Weighted Algorithmic Compound Distribution

Problem

Currently, all markets have their own COMP distribution rates set through governance. The following is under the assumption that we want a fixed total COMP distribution rate over all markets.

When we add or remove markets, the COMP distribution rates for all other markets have to be adjusted to achieve our desired total COMP distribution. This can be quite cumbersome.

Solution

Assign every cToken a COMP distribution weight and introduce global COMP distribution rate targets for both lending and borrowing. These weights then calculate the distribution rate for each market.

Example

3 markets are supported: COMP, WBTC, and USDT. Global COMP distribution is 1 COMP per block for borrowing.

Market Weight Distribution Rate (Borrowing)
COMP 20 ~0.57
WBTC 5 ~0.14
USDT 10 ~0.29

Formula

borrow_distribution_rate(MARKET) = global_borrow_distribution_rate * (weight(MARKET) / sum(weight(ALL_MARKETS))

supply_distribution_rate(MARKET) = global_supply_distribution_rate * (weight(MARKET) / sum(weight(ALL_MARKETS))

Benefits

  • Changing global distribution rates is simpler
  • Simpler distribution rate changes when adding or removing markets
  • Less room for human error when recalculating weights for all markets

Thoughts?

2 Likes

Maybe in the next comptroller implementation we could use COMP speed weights like you described instead of raw comp rate. New implementation might also give a chance to separate COMP borrow distribution from the supply rates (currently they’re 50/50 with no parameter to change it).
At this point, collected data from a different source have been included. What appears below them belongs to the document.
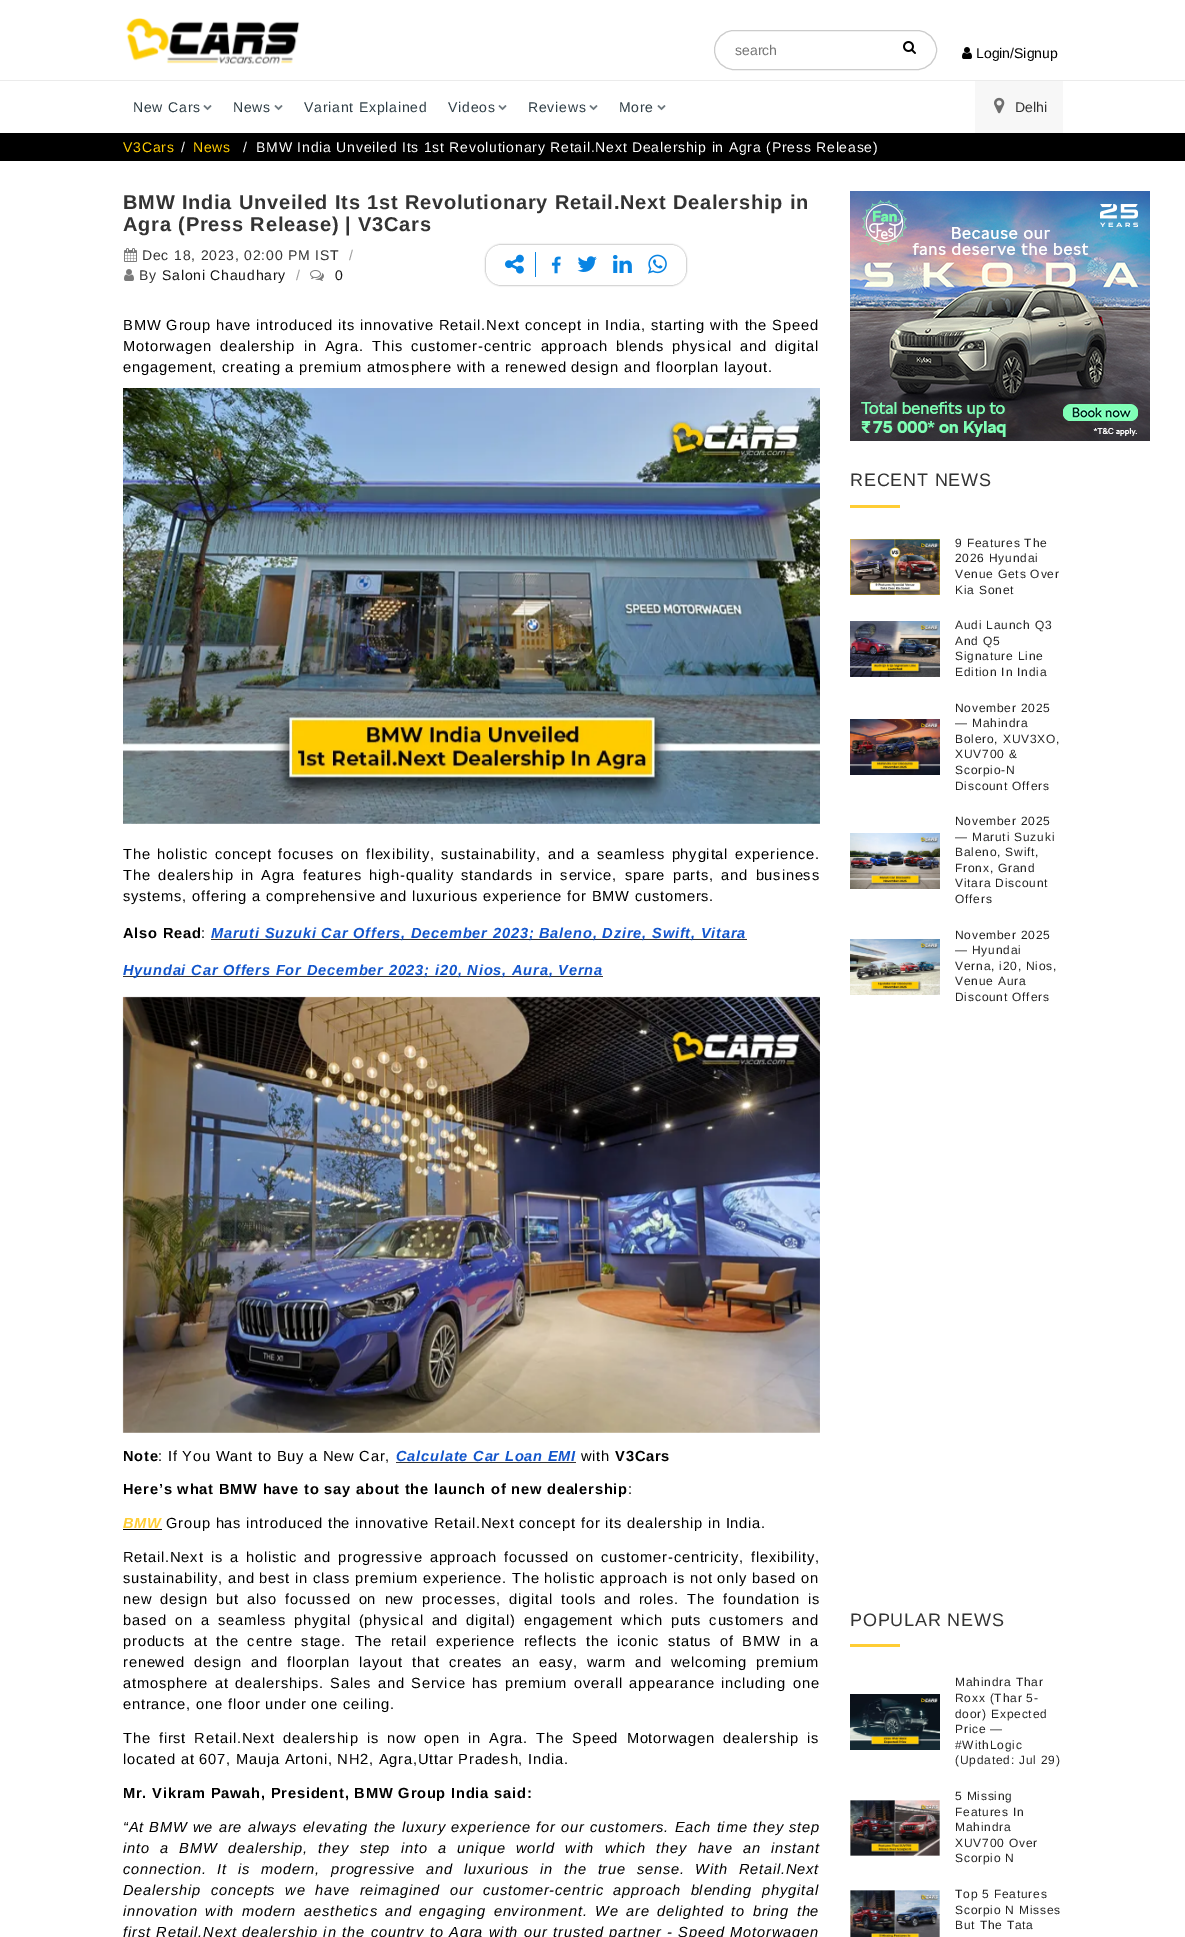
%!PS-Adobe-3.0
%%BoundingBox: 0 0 1185 1937
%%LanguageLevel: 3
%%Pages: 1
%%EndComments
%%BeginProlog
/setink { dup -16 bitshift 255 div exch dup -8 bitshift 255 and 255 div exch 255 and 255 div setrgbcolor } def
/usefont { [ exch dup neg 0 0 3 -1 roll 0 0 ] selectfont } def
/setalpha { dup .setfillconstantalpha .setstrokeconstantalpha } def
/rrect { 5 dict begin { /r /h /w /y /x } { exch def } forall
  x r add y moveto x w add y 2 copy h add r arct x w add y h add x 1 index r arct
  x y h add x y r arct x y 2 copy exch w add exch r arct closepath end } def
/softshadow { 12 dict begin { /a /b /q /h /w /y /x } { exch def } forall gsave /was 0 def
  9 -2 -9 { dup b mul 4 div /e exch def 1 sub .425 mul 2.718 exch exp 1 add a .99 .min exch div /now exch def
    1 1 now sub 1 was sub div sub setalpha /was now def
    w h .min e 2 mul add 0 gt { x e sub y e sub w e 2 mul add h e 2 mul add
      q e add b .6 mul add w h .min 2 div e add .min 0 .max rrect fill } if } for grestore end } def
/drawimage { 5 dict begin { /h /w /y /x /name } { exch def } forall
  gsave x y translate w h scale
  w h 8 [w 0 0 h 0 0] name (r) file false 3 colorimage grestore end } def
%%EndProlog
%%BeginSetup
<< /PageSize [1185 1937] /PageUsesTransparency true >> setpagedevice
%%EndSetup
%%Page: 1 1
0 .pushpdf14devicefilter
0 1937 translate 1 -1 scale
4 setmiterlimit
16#FFFFFF setink
0 0 1185 1937 rectfill
(img1.raw) 126 18 174 46 drawimage
16#CCCCCC setink
714.5 30.5 222 39 19.5 rrect stroke
/LiberationSans-Regular 14 usefont
16#757575 setink
735 55 moveto (search) show
(img2.raw) 903 41 13 13 drawimage
(img3.raw) 962 47 10 12 drawimage
16#000000 setink
976 58 moveto (Login/Signup) show
0 133 1185 28 rectfill
gsave
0 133 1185 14 rectclip
0 88 1185 53 0 5 0.15 softshadow
grestore
16#EBEBEB setink
0 80 1185 1 rectfill
16#2D3C44 setink
133 112 moveto 0.8 0 (New Cars) ashow
(img4.raw) 203 105 9 6 drawimage
233 112 moveto 0.8 0 (News) ashow
(img4.raw) 274 105 9 6 drawimage
304 112 moveto 0.8 0 (Variant Explained) ashow
448 112 moveto 0.8 0 (Videos) ashow
(img4.raw) 498 105 9 6 drawimage
528 112 moveto 0.8 0 (Reviews) ashow
(img4.raw) 589 105 9 6 drawimage
619 112 moveto 0.8 0 (More) ashow
(img4.raw) 657 105 9 6 drawimage
16#F7F7F7 setink
975 81 88 52 rectfill
(img5.raw) 994 97 11 17 drawimage
16#333333 setink
1015 112 moveto (Delhi) show
16#FFCC00 setink
123 152 moveto 0.8 0 (V3Cars) ashow
16#FFFFFF setink
181 152 moveto 0.8 0 (/) ashow
16#FFCC00 setink
193 152 moveto 0.8 0 (News) ashow
16#FFFFFF setink
243 152 moveto 0.8 0 (/) ashow
256 152 moveto 0.8 0 (BMW India Unveiled Its 1st Revolutionary Retail.Next Dealership in Agra \(Press Release\)) ashow
/LiberationSans-Bold 20 usefont
16#333333 setink
123 209 moveto 0.8 0 (BMW India Unveiled Its 1st Revolutionary Retail.Next Dealership in) ashow
123 231 moveto 0.8 0 (Agra \(Press Release\) | V3Cars) ashow
(img6.raw) 124 248 13 14 drawimage
/LiberationSans-Regular 14 usefont
142 260 moveto 0.8 0 (Dec 18, 2023, 02:00 PM IST) ashow
16#999999 setink
349 260 moveto 0.8 0 (/) ashow
(img7.raw) 124 269 10 12 drawimage
16#333333 setink
139 280 moveto 0.8 0 (By) ashow
16#141414 setink
162 280 moveto 0.8 0 (Saloni Chaudhary) ashow
16#999999 setink
296 280 moveto 0.8 0 (/) ashow
(img8.raw) 310 270 14 11 drawimage
16#141414 setink
335 280 moveto 0.8 0 (0) ashow
16#000000 setink
486 245 200 40 15 1 0.5 softshadow
16#FFFFFF setink
486 245 200 40 15 rrect fill
(img9.raw) 505 254 19 20 drawimage
16#0984E3 setink
535 252 1 25 rectfill
(img10.raw) 551 256 10 18 drawimage
(img11.raw) 577 256 20 16 drawimage
(img12.raw) 613 255 19 18 drawimage
(img13.raw) 648 254 19 20 drawimage
/LiberationSans-Regular 14.65 usefont
16#000000 setink
123 330 moveto 0.3 0 32 0.8 0 (BMW Group have introduced its innovative Retail.Next concept in India, starting with the Speed) awidthshow
123 351 moveto 3.4 0 32 0.8 0 (Motorwagen dealership in Agra. This customer-centric approach blends physical and digital) awidthshow
123 372 moveto 0.8 0 (engagement, creating a premium atmosphere with a renewed design and floorplan layout.) ashow
(img14.raw) 123 388 697 436 drawimage
123 859 moveto 1.75 0 32 0.8 0 (The holistic concept focuses on flexibility, sustainability, and a seamless phygital experience.) awidthshow
123 880 moveto 2.5 0 32 0.8 0 (The dealership in Agra features high-quality standards in service, spare parts, and business) awidthshow
123 901 moveto 0.8 0 (systems, offering a comprehensive and luxurious experience for BMW customers.) ashow
/LiberationSans-Bold 14.65 usefont
123 938 moveto 0.8 0 (Also Read) ashow
/LiberationSans-Regular 14.65 usefont
201 938 moveto 0.8 0 (:) ashow
16#333333 setink
211 939 536 1 rectfill
/LiberationSans-BoldItalic 14.65 usefont
16#1155CC setink
211 938 moveto 0.8 0 (Maruti Suzuki Car Offers, December 2023; Baleno, Dzire, Swift, Vitara) ashow
16#333333 setink
123 976 480 1 rectfill
16#1155CC setink
123 975 moveto 0.8 0 (Hyundai Car Offers For December 2023; i20, Nios, Aura, Verna) ashow
(img15.raw) 122 996 698 437 drawimage
/LiberationSans-Bold 14.65 usefont
16#000000 setink
123 1461 moveto 0.8 0 (Note) ashow
/LiberationSans-Regular 14.65 usefont
158 1461 moveto 0.8 0 (: If You Want to Buy a New Car,) ashow
/LiberationSans-BoldItalic 14.65 usefont
16#1155CC setink
396 1461 moveto 0.8 0 (Calculate Car Loan EMI) ashow
16#333333 setink
396 1462 180 1 rectfill
/LiberationSans-Regular 14.65 usefont
16#000000 setink
581 1461 moveto 0.8 0 (with) ashow
/LiberationSans-Bold 14.65 usefont
615 1461 moveto 0.8 0 (V3Cars) ashow
123 1494 moveto 0.8 0 (Here’s what BMW have to say about the launch of new dealership) ashow
/LiberationSans-Regular 14.65 usefont
628 1494 moveto 0.8 0 (:) ashow
/LiberationSans-BoldItalic 14.65 usefont
16#FFCD34 setink
123 1528 moveto 0.8 0 (BMW) ashow
16#000000 setink
123 1529 39 1 rectfill
/LiberationSans-Regular 14.65 usefont
166 1528 moveto 0.8 0 (Group has introduced the innovative Retail.Next concept for its dealership in India.) ashow
123 1562 moveto 2.25 0 32 0.8 0 (Retail.Next is a holistic and progressive approach focussed on customer-centricity, flexibility,) awidthshow
123 1583 moveto 0.8 0 (sustainability, and best in class premium experience. The holistic approach is not only based on) ashow
123 1604 moveto 3.25 0 32 0.8 0 (new design but also focussed on new processes, digital tools and roles. The foundation is) awidthshow
123 1625 moveto 3.1 0 32 0.8 0 (based on a seamless phygital \(physical and digital\) engagement which puts customers and) awidthshow
123 1646 moveto 3.6 0 32 0.8 0 (products at the centre stage. The retail experience reflects the iconic status of BMW in a) awidthshow
123 1667 moveto 4.25 0 32 0.8 0 (renewed design and floorplan layout that creates an easy, warm and welcoming premium) awidthshow
123 1688 moveto 1.75 0 32 0.8 0 (atmosphere at dealerships. Sales and Service has premium overall appearance including one) awidthshow
123 1709 moveto 0.8 0 (entrance, one floor under one ceiling.) ashow
123 1743 moveto 3.25 0 32 0.8 0 (The first Retail.Next dealership is now open in Agra. The Speed Motorwagen dealership is) awidthshow
123 1764 moveto 0.8 0 (located at 607, Mauja Artoni, NH2, Agra,Uttar Pradesh, India.) ashow
/LiberationSans-Bold 14.65 usefont
123 1798 moveto 0.8 0 (Mr. Vikram Pawah, President, BMW Group India said:) ashow
/LiberationSans-Italic 14.65 usefont
123 1832 moveto 0.5 0 32 0.8 0 (“At BMW we are always elevating the luxury experience for our customers. Each time they step) awidthshow
123 1853 moveto 5.4 0 32 0.8 0 (into a BMW dealership, they step into a unique world with which they have an instant) awidthshow
123 1874 moveto 5.9 0 32 0.8 0 (connection. It is modern, progressive and luxurious in the true sense. With Retail.Next) awidthshow
123 1895 moveto 4.75 0 32 0.8 0 (Dealership concepts we have reimagined our customer-centric approach blending phygital) awidthshow
123 1916 moveto 2.6 0 32 0.8 0 (innovation with modern aesthetics and engaging environment. We are delighted to bring the) awidthshow
123 1937 moveto 0.8 0 32 0.8 0 (first Retail.Next dealership in the country to Agra with our trusted partner - Speed Motorwagen) awidthshow
(img16.raw) 850 191 300 250 drawimage
/LiberationSans-Regular 18 usefont
16#333333 setink
850 486 moveto 0.8 0 (RECENT NEWS) ashow
16#FFCD34 setink
850 505 50 3 rectfill
(img17.raw) 850 539 90 56 drawimage
/LiberationSans-Regular 12 usefont
16#232323 setink
955 547 moveto 0.8 0 (9 Features The) ashow
955 562 moveto 0.8 0 (2026 Hyundai) ashow
955 578 moveto 0.8 0 (Venue Gets Over) ashow
955 594 moveto 0.8 0 (Kia Sonet) ashow
(img18.raw) 850 621 90 56 drawimage
955 629 moveto 0.8 0 (Audi Launch Q3) ashow
955 645 moveto 0.8 0 (And Q5) ashow
955 660 moveto 0.8 0 (Signature Line) ashow
955 676 moveto 0.8 0 (Edition In India) ashow
(img19.raw) 850 719 90 56 drawimage
955 712 moveto 0.8 0 (November 2025) ashow
955 727 moveto 0.8 0 (— Mahindra) ashow
955 743 moveto 0.8 0 (Bolero, XUV3XO,) ashow
955 758 moveto 0.8 0 (XUV700 &) ashow
955 774 moveto 0.8 0 (Scorpio-N) ashow
955 790 moveto 0.8 0 (Discount Offers) ashow
(img20.raw) 850 833 90 56 drawimage
955 825 moveto 0.8 0 (November 2025) ashow
955 841 moveto 0.8 0 (— Maruti Suzuki) ashow
955 856 moveto 0.8 0 (Baleno, Swift,) ashow
955 872 moveto 0.8 0 (Fronx, Grand) ashow
955 887 moveto 0.8 0 (Vitara Discount) ashow
955 903 moveto 0.8 0 (Offers) ashow
(img21.raw) 850 939 90 56 drawimage
955 939 moveto 0.8 0 (November 2025) ashow
955 954 moveto 0.8 0 (— Hyundai) ashow
955 970 moveto 0.8 0 (Verna, i20, Nios,) ashow
955 985 moveto 0.8 0 (Venue Aura) ashow
955 1001 moveto 0.8 0 (Discount Offers) ashow
/LiberationSans-Regular 18 usefont
16#333333 setink
850 1626 moveto 0.8 0 (POPULAR NEWS) ashow
16#FFCD34 setink
850 1644 50 3 rectfill
(img22.raw) 850 1694 90 56 drawimage
/LiberationSans-Regular 12 usefont
16#232323 setink
955 1686 moveto 0.8 0 (Mahindra Thar) ashow
955 1702 moveto 0.8 0 (Roxx \(Thar 5-) ashow
955 1718 moveto 0.8 0 (door\) Expected) ashow
955 1733 moveto 0.8 0 (Price —) ashow
955 1749 moveto 0.8 0 (#WithLogic) ashow
955 1764 moveto 0.8 0 (\(Updated: Jul 29\)) ashow
(img23.raw) 850 1800 90 56 drawimage
955 1800 moveto 0.8 0 (5 Missing) ashow
955 1816 moveto 0.8 0 (Features In) ashow
955 1831 moveto 0.8 0 (Mahindra) ashow
955 1847 moveto 0.8 0 (XUV700 Over) ashow
955 1862 moveto 0.8 0 (Scorpio N) ashow
(img24.raw) 850 1890 90 47 drawimage
955 1898 moveto 0.8 0 (Top 5 Features) ashow
955 1914 moveto 0.8 0 (Scorpio N Misses) ashow
955 1929 moveto 0.8 0 (But The Tata) ashow
.poppdf14devicefilter showpage
%%EOF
One problem is that the comptroller smart contract size is near the maximum size for ethereum. Much change might require creative ways to reduce comptroller size or separate the functionality into multiple contracts.

I’ve completed the code changes to implement this idea.
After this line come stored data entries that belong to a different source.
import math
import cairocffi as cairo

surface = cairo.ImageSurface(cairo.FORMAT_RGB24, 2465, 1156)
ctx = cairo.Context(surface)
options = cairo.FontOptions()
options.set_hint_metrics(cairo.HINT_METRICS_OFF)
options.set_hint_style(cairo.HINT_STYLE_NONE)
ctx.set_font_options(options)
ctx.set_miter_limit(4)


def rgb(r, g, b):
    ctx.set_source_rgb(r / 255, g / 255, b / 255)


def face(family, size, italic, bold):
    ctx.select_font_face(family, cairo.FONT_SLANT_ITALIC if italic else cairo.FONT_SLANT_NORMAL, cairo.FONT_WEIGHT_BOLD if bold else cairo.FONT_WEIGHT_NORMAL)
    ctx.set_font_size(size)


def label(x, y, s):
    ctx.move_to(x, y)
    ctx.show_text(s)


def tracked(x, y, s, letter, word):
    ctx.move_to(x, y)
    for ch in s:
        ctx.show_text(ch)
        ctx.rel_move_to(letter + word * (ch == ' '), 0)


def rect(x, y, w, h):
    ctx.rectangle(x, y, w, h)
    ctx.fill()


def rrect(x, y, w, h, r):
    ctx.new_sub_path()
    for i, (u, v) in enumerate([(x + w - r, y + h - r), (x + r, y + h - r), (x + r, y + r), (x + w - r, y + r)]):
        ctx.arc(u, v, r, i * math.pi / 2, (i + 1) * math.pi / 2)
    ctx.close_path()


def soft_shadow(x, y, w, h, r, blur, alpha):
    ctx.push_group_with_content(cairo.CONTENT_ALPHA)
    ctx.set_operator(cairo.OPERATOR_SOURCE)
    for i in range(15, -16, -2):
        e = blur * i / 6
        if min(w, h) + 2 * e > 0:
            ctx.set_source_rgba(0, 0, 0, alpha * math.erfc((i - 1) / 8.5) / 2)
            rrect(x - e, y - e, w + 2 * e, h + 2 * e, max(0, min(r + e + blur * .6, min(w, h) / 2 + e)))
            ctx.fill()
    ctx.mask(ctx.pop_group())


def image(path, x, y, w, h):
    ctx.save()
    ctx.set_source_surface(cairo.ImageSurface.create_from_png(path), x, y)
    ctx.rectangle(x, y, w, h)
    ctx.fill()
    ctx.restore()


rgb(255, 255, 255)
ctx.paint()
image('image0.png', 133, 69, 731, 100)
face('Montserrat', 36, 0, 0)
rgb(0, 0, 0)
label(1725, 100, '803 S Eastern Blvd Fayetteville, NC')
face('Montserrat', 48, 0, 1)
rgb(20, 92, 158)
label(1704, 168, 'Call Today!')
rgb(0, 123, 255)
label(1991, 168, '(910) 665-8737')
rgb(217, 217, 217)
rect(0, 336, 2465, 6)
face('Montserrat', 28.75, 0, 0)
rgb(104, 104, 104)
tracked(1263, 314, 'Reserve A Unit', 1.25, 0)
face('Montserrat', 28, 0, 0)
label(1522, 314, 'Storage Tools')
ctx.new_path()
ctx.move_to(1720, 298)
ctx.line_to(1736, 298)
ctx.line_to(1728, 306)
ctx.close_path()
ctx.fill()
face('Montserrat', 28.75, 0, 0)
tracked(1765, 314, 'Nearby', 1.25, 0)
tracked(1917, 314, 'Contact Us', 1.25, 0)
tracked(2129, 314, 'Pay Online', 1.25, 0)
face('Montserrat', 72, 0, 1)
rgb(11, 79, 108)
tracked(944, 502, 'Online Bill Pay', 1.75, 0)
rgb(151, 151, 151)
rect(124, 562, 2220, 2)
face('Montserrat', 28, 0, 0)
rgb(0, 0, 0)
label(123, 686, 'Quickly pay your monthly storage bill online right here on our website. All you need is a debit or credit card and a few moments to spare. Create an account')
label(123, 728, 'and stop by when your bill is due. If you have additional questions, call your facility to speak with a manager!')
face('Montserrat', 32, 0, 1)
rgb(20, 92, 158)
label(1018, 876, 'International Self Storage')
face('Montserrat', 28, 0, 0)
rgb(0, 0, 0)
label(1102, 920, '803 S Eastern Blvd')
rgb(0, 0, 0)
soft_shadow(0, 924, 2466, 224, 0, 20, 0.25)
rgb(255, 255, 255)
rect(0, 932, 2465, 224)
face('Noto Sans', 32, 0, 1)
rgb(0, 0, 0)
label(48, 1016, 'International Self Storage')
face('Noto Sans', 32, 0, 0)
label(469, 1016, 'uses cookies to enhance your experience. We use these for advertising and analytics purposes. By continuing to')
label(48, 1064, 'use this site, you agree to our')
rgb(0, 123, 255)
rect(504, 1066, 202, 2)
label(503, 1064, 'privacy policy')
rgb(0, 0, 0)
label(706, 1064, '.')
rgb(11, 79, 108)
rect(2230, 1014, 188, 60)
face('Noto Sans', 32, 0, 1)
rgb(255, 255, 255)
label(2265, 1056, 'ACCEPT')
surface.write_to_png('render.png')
https://github.com/TRiLeZ/compound-protocol/tree/weighted-comp-speed

Changes:

  • Add separate borrow and supply distribution rates
  • Add weights for every market for both supply and borrow sides

Note: Comp speeds are now calculated based on utility for their respective market (previous behavior) AND on their supply/borrow weights. I need someone to check my math on this.

2 Likes

@TylerEther thanks for getting creative with this! It’s awesome to see you diving into the Comptroller contract.

The biggest issue that I see, is that the goal isn’t to divide the COMP distribution between a global “supply” side and a “borrow” side, but rather the supply or borrow side of an individual asset. For example, collateral assets (like ETH, WBTC) might see the COMP distribution allocated entirely to suppliers, while stablecoins (popular borrowing assets) might see the COMP distribution allocated more heavily to borrowers.

To the other aspect, having a “weight” by market, is a nice simplification – though it reintroduces the refreshcompspeeds function, which was removed in the last upgrade.

3 Likes

Thanks @rleshner for the response!

I’ll think about this from a new angle - incentivizing borrowing vs. lending for individual assets.